The only idiot in this story is German bureaucracy. I have to renew my driver’s license and then promptly lose it. I go to our village council building where I got the last one.

Employee #1: “Oh, no, you have to go to the district office. Why did you come here?”

Me: “Because I got my last one here.”

Employee #1: “Oh. Well, you need to go there, but you also need a new picture.”

Me: “Can’t I just use the last one? I still have three left from last time.”

Employee #1: “Oh, no, they are older than six months; it has to be current.”

I drive to the only place that still takes passport pictures in our area, which, of course, is a village in the opposite direction of the city I then need to go to. I have to wait for half an hour, and since the only coffee shop is closed that day, I just sit in my car and wait. In Germany, you can only get these photos in batches of four, so now I have six pictures that I don’t need.

I then drive to the city and try to find the district office. My car doesn’t have satnav and I don’t own a smartphone. No problem, though; there are signs everywhere. Well, until suddenly there aren’t, leaving me lost in a part of the city I have never been to. I finally manage to find the right place — after discovering that there are apparently two district offices, but only one of them does driver’s licenses. I go up to reception.

Me: “Hi, I need to see someone about my driver’s license.”

Receptionist: “They just started their lunch break and will be back in two hours.”

Two hours later, I’m finally in line to talk to the right person.

Me: “Hi, I lost my driver’s license and need a new one.”

Employee #2: “Do you have a copy of the police report?”

Me: “What police report?”

Employee #2: “You need to report the loss to the police and then come back to apply for a new license.”

The police station I need to go to is… in the village where I got my photos. So, one and a half hours later, I’m standing in front of a police officer.

Me: “I need to report the loss of my driver’s license.”

Officer: “Great, we have a trainee who needs to learn how to do that.”
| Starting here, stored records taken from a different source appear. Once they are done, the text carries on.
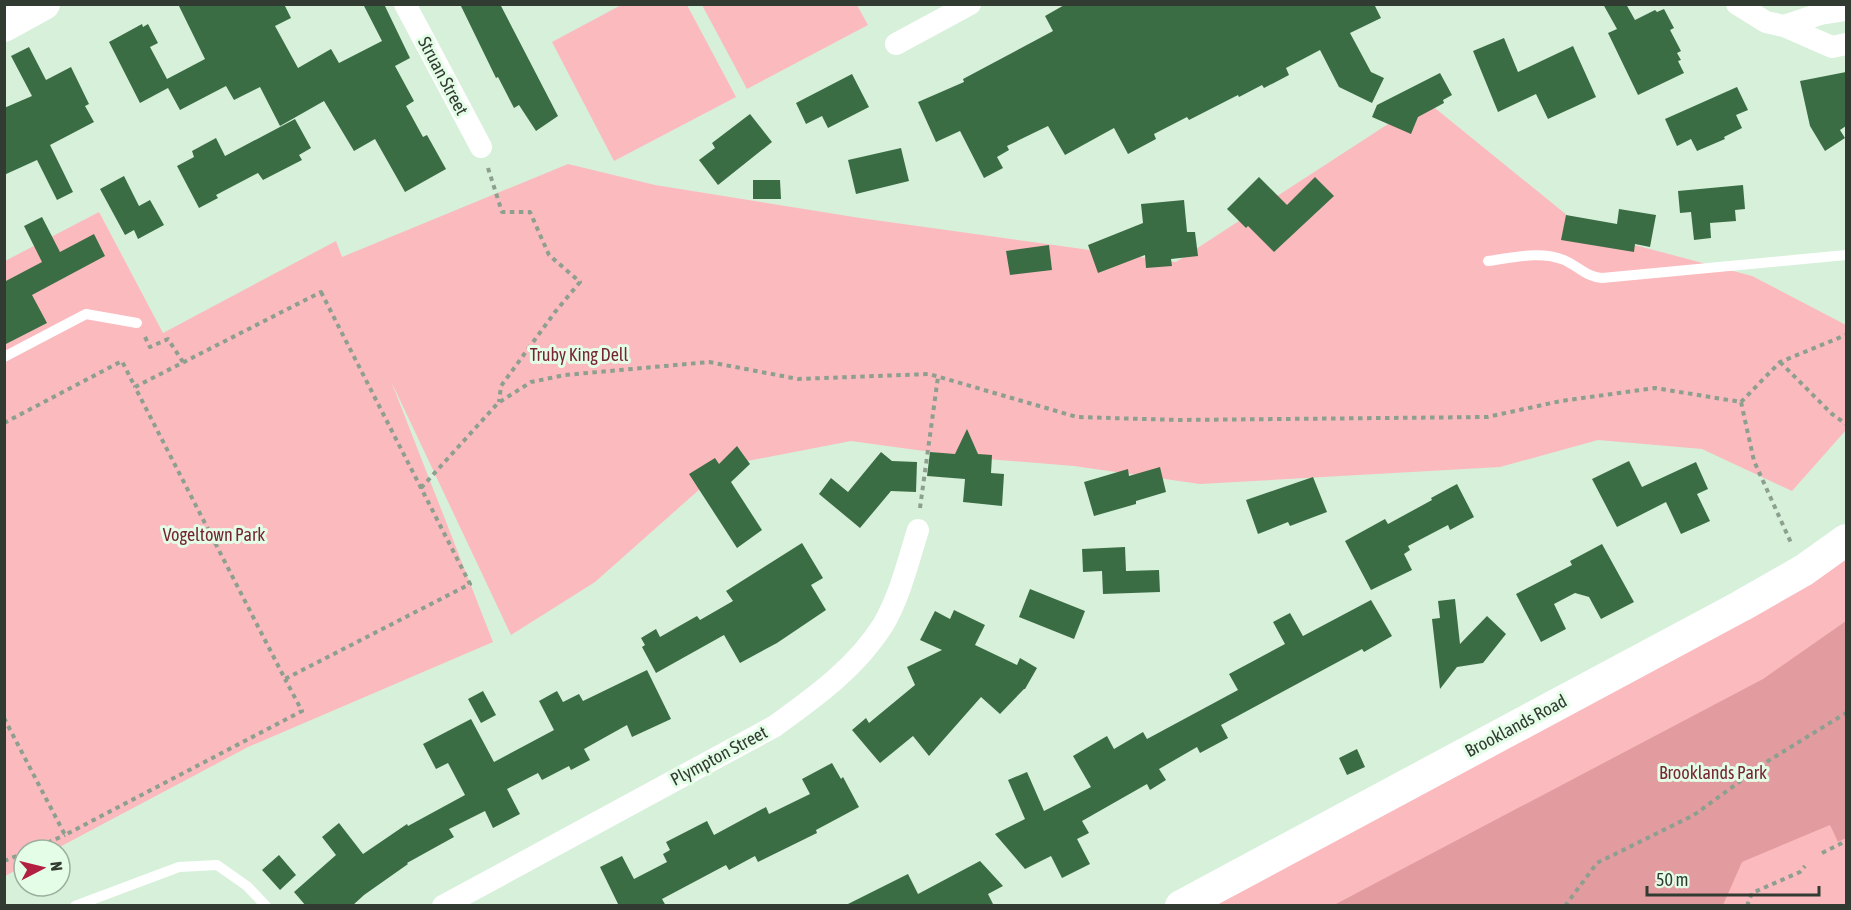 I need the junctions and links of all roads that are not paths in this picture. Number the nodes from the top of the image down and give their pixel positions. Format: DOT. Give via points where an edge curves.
graph roads {
  1 [pos="44,4"];
  2 [pos="405,4"];
  3 [pos="970,4"];
  4 [pos="1737,4"];
  5 [pos="1846,10"];
  6 [pos="4,26"];
  7 [pos="1784,26"];
  8 [pos="896,44"];
  9 [pos="1846,44"];
  10 [pos="481,147"];
  11 [pos="1846,255"];
  12 [pos="1488,261"];
  13 [pos="137,323"];
  14 [pos="4,357"];
  15 [pos="918,530"];
  16 [pos="1846,540"];
  17 [pos="75,906"];
  18 [pos="266,906"];
  19 [pos="443,906"];
  20 [pos="1181,906"];
  1 -- 6 [label="street"];
  2 -- 10 [label="street, Struan Street"];
  3 -- 8 [label="street"];
  4 -- 7 [label="street" via="1766,22"];
  5 -- 7 [label="street"];
  7 -- 9 [label="street" via="1832,47"];
  11 -- 12 [label="lane" via="1602,278 1544,255"];
  13 -- 14 [label="lane" via="86,314"];
  15 -- 19 [label="street, Plympton Street" via="902,583 883,625 851,666 815,697 775,726"];
  16 -- 20 [label="street, Brooklands Road" via="1804,570 1741,606"];
  17 -- 18 [label="lane" via="179,867 217,865 247,886"];
}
After spending thirty minutes watching the process being explained to the trainee, I finally have all the documentation I need. By now, it is far too late to drive back to the district office since they close at five, so I put everything in my glove compartment and promptly forget about it. Six months later, I remember that I still need to get a new license and, because I need to go to my village council building anyway, I decide to try them again.

Me: “Hi. I lost my driver’s license. I have a copy of the police report and a photo. Can I apply for that here?”

Employee #3: “Sure, no problem. You can pick it up in one week.”